The best NHS-recommended sciatica exercises

The NHS advises sciatica exercises specific to the cause (which you'll need to get firmed up by your GP, first and foremost). For example, if you have sciatica pain in your back, you may benefit most from doing specific back exercises. Once you've got the cause nailed down, here's what you need to do.

If your sciatica is caused by piriformis, a tiny muscle in your butt, these are the sciatica exercises to try and stretch it out:

Exercise 1

Cross your legs and draw them up towards the chest.

Activate your abdominals and hold for 10 seconds.

Repeat three times.

Exercise 2

Bring your knees up towards your chest and move them across to the opposite shoulder of the problem side.

Move your knees from side to side to mobilise and free up the piriformis, while engaging the abdominal muscles.
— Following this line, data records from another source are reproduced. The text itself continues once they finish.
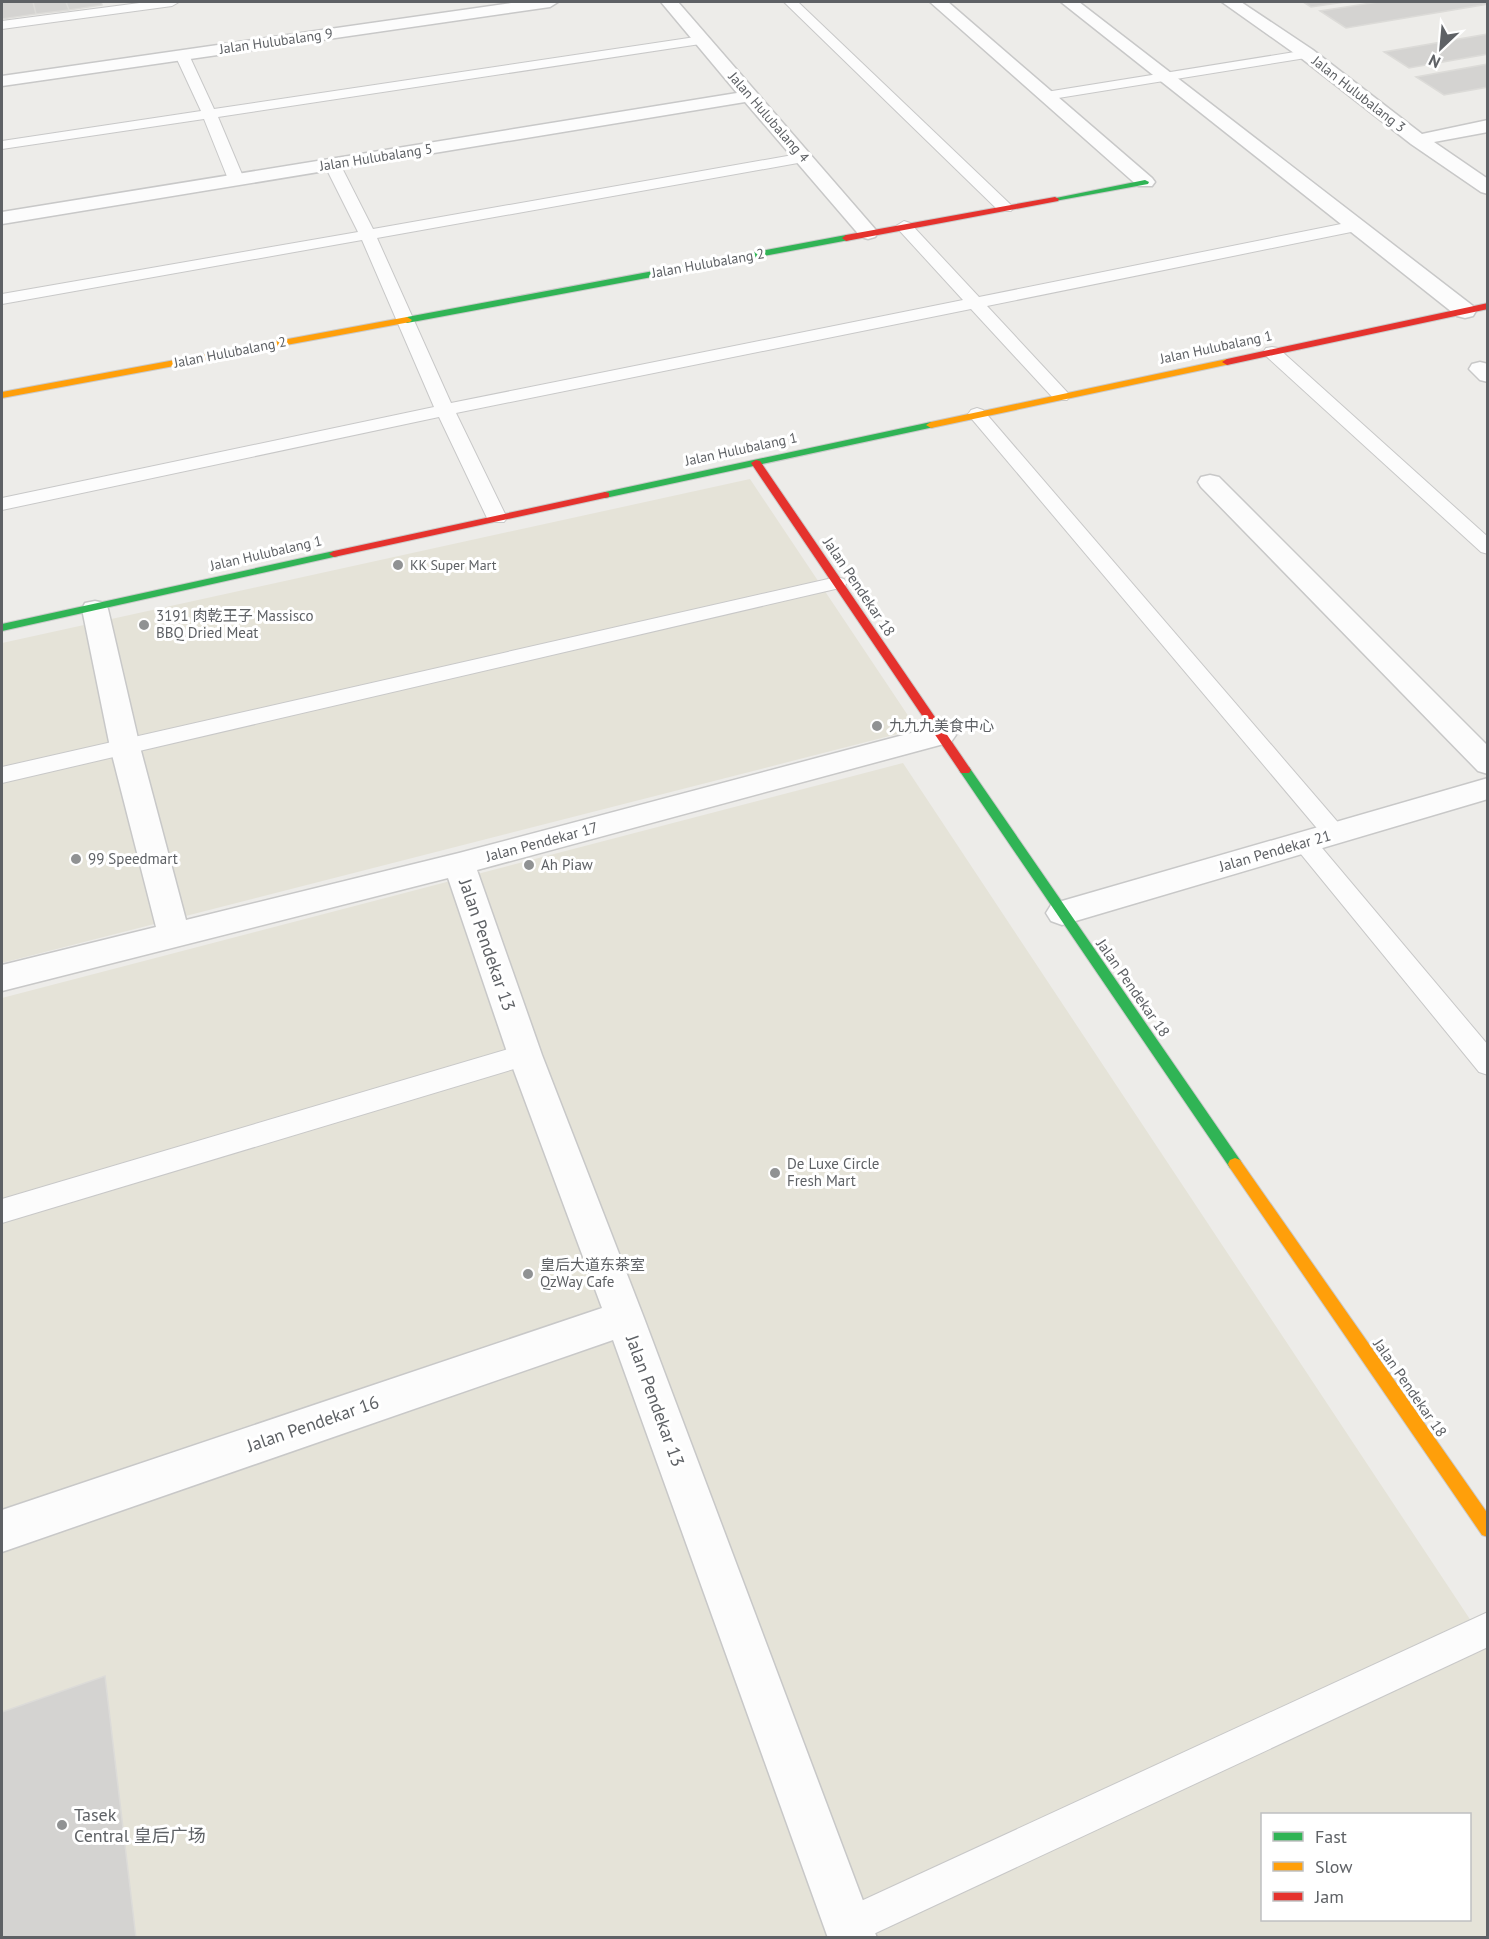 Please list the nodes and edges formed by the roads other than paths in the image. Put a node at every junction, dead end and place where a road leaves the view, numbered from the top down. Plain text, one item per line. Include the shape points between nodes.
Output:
1 (172, 2) edge
2 (550, 2) edge
3 (669, 2) edge
4 (790, 2) edge
5 (938, 2) edge
6 (1069, 2) edge
7 (1230, 2) edge
8 (2, 25) edge
9 (702, 40) junction
10 (1307, 54) junction
11 (182, 55) junction
12 (1164, 76) junction
13 (2, 81) edge
14 (750, 96) junction
15 (1046, 96) junction
16 (210, 115) junction
17 (1488, 126) edge
18 (1418, 140) junction
19 (2, 144) edge
20 (804, 158) junction
21 (332, 164) junction
22 (236, 179) junction
23 (1145, 182) joint
24 (1488, 188) edge
25 (1005, 208) junction
26 (2, 218) edge
27 (904, 226) junction
28 (1356, 226) junction
29 (868, 233) junction
30 (368, 235) junction
31 (2, 299) edge
32 (975, 302) junction
33 (1488, 306) edge
34 (1465, 311) junction
35 (405, 318) junction
36 (1272, 352) junction
37 (2, 395) edge
38 (1061, 396) junction
39 (445, 410) junction
40 (977, 414) junction
41 (756, 463) junction
42 (1210, 483) dead end
43 (2, 504) edge
44 (497, 518) junction
45 (1488, 548) edge
46 (837, 583) junction
47 (95, 609) junction
48 (2, 628) edge
49 (941, 735) junction
50 (125, 747) junction
51 (1488, 764) edge
52 (2, 775) edge
53 (1488, 788) edge
54 (1334, 833) junction
55 (1304, 842) junction
56 (459, 864) junction
57 (1062, 913) junction
58 (174, 935) junction
59 (2, 978) edge
60 (525, 1055) junction
61 (1488, 1064) edge
62 (2, 1211) edge
63 (625, 1318) junction
64 (1488, 1529) edge
65 (2, 1531) edge
66 (1488, 1629) edge
67 (851, 1932) edge

1 - 8 lane
2 - 11 street, Jalan Hulubalang 9
3 - 9 street, Jalan Hulubalang 4
4 - 25 lane
5 - 15 street, Jalan Hulubalang 2
6 - 12 street
7 - 10 street, Jalan Hulubalang 3
9 - 14 street, Jalan Hulubalang 4
9 - 16 lane
10 - 12 lane
10 - 18 street, Jalan Hulubalang 3
11 - 13 street, Jalan Hulubalang 9
11 - 16 lane
12 - 15 lane
12 - 28 street
14 - 20 street, Jalan Hulubalang 4
14 - 21 street, Jalan Hulubalang 5
15 - 23 street, Jalan Hulubalang 2
16 - 19 lane
16 - 22 lane
17 - 18 street
18 - 24 street, Jalan Hulubalang 3
20 - 29 street, Jalan Hulubalang 4
20 - 30 lane
21 - 22 street, Jalan Hulubalang 5
21 - 30 lane
22 - 26 street, Jalan Hulubalang 5
23 - 25 street, Jalan Hulubalang 2
25 - 27 street, Jalan Hulubalang 2
27 - 29 street, Jalan Hulubalang 2
27 - 32 lane
28 - 32 lane
28 - 34 street
29 - 35 street, Jalan Hulubalang 2
30 - 31 lane
30 - 35 lane
32 - 38 lane
32 - 39 lane
33 - 34 street, Jalan Hulubalang 1
34 - 36 street, Jalan Hulubalang 1
35 - 37 street, Jalan Hulubalang 2
35 - 39 lane
36 - 38 street, Jalan Hulubalang 1
36 - 45 lane
38 - 40 street, Jalan Hulubalang 1
39 - 43 lane
39 - 44 lane
40 - 41 street, Jalan Hulubalang 1
40 - 54 lane
41 - 44 street, Jalan Hulubalang 1
41 - 46 street, Jalan Pendekar 18
42 - 51 street
44 - 47 street, Jalan Hulubalang 1
46 - 49 street, Jalan Pendekar 18
46 - 50 lane
47 - 48 street, Jalan Hulubalang 1
47 - 50 street
49 - 56 street, Jalan Pendekar 17
49 - 57 street, Jalan Pendekar 18
50 - 52 lane
50 - 58 street
53 - 54 street, Jalan Pendekar 21
54 - 55 street, Jalan Pendekar 21
55 - 57 street, Jalan Pendekar 21
55 - 61 lane
56 - 58 street, Jalan Pendekar 17
56 - 60 street, Jalan Pendekar 13
57 - 64 street, Jalan Pendekar 18
58 - 59 street, Jalan Pendekar 17
60 - 62 lane
60 - 63 street, Jalan Pendekar 13
63 - 65 street, Jalan Pendekar 16
63 - 67 street, Jalan Pendekar 13
66 - 67 lane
If your sciatica is caused by a herniated or slipped disk, which can cause pain locally or down the body, these are the sciatica exercises to try to give the area space:

Exercise 1

Lie on your stomach with two pillows below the lower back to open it up and take pressure off.

Stay in this position for a few minutes.

Exercise 2

Lie on your side, with the problem side up and a pillow between your knees.
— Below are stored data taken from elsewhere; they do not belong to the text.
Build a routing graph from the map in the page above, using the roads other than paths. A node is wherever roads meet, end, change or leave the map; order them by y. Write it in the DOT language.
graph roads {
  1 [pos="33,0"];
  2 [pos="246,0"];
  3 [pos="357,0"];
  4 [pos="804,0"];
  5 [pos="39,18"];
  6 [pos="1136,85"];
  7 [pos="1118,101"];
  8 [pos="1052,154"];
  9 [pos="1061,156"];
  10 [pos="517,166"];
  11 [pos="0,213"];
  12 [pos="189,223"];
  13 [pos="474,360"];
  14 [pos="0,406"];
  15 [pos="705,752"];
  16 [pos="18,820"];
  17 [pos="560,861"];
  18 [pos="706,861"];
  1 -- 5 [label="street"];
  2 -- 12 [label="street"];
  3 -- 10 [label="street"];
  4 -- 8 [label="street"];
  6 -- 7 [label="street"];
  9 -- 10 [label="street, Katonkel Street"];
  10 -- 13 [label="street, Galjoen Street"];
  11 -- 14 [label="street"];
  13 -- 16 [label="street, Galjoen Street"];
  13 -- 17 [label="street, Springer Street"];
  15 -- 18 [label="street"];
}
Lie back and put a pillow or chair beneath the knees to soften the lower back.

Lying down, slowly tilt the pelvis.

With the lumbar arch in the lower back pressed down to the bed or floor, hold for five seconds.

Repeat 10 times.

Exercise 3

Squeeze your buttocks as hard as you can for five seconds.

Repeat 10 times.

If your sciatica is caused by spinal stenosis, these are the sciatica exercises to create space between the joints, and to strengthen and stabilise the surrounding area so you can take pressure off the nerve:

Exercise 1

Lying on the floor or bed, bring your knees up to the chest.

Draw them closer 10 times.

Exercise 2

Bring both knees up to the chest and move them out to the side and back in, in circles.
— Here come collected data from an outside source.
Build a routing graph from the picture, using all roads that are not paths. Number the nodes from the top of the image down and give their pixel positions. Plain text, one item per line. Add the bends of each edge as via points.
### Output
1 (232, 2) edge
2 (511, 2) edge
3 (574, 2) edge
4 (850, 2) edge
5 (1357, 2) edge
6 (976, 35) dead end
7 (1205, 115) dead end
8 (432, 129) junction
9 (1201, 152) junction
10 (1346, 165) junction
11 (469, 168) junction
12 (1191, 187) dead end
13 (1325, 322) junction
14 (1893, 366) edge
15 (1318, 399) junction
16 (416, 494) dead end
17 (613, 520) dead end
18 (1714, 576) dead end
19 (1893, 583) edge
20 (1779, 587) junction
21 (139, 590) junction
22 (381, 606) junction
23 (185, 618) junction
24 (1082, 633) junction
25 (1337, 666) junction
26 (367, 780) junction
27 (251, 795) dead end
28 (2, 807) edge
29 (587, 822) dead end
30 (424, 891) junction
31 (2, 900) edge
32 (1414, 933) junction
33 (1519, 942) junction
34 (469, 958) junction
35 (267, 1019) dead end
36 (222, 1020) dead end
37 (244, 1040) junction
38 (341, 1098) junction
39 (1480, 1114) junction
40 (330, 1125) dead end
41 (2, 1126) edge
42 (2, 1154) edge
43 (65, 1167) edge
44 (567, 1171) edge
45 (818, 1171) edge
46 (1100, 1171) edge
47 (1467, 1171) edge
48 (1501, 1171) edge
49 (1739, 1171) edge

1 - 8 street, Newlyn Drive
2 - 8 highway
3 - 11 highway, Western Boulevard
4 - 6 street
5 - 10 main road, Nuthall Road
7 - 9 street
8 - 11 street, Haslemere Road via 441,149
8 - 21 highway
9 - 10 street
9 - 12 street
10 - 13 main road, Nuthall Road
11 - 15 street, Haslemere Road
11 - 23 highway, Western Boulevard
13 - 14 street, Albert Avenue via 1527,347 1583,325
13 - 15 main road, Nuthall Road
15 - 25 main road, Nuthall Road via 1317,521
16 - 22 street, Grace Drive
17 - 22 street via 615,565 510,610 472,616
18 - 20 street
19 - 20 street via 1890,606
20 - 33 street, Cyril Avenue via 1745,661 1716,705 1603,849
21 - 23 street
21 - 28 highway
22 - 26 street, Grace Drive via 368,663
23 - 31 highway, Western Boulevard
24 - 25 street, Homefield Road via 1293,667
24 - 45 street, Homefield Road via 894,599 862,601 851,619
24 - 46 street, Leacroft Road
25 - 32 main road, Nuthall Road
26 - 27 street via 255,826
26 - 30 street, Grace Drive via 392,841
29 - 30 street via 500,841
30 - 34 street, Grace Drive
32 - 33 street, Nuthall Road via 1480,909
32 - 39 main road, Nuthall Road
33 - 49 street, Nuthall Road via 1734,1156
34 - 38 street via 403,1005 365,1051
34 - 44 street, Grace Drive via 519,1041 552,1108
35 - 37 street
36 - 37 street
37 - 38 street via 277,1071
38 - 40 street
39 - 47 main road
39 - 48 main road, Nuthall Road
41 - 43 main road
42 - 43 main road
Repeat for 10 in each direction.

Exercise 3

Sitting on a bed or in a chair, pull your knees up to the chest.

Bounce them carefully up and down.

Exercise 4

Lying down on the floor or a bed, ease the lumbar arch (the curve in your lower back) down.

Repeat 10 times.

Exercise 5

Pull your stomach muscles in, roll your knees from side to side.

Repeat 10 times.

Exercise 6

Squeeze your buttocks and draw the pelvic floor in.

Hold for five seconds.

Repeat three times.

If your sciatica is caused by degenerative disc disease, these are the sciatica exercises to strengthen, mobilise and stabilise the surrounding area:

Exercise 1

Lie with the ankles beneath the knees.

Squeeze the buttocks and lift the pelvis, coming up into bridge.

Exercise 2

Lie on your back on the floor or bed, with your knees up to take slack off the lower back, engage the abdominals.

Lying down, slowly tilt the pelvis.

With the lumbar arch in the lower back pressed down to the bed or floor, hold for five seconds.

Repeat 10 times.

Exercise 3

Lying on your back, activate the core and move knees from side to side.

Exercise 4

Lying, sitting or standing, squeeze the pelvic floor.

Hold for five seconds.

Repeat five times.

Sciatica exercises to do in bed

Sciatica exercises to do in bed can be useful as they can be done in the morning or evening.

‘A number of exercises can be done in bed, such as pulling knees to chest, posterior pelvic tilts and knee to opposite shoulder stretch,’ advises Quinn. Most of the NHS' sciatica exercise recommendations can be done in bed, and the instructions above will help you figure out when it's an option.

Exercises to avoid when suffering with sciatica

Though movement can benefit the nerve pain, there are some sciatica exercises to avoid.

‘Avoid exercises that can cause more pain on the sciatic nerve,' recommends Quinn.

These can include:

Weighted squats


High impact sports


Hurdler stretches

Above all, remember to go at your own pace. If at any point you feel any sharp pain, or the sciatica exercises you're doing are making your condition worse (either during or after movement), always stop and consult a GP for further advice. Quinn's words are certainly wise, but no health advice should ever be taken as gospel—you can thank your ever-evolving and slightly unpredictable bod for that.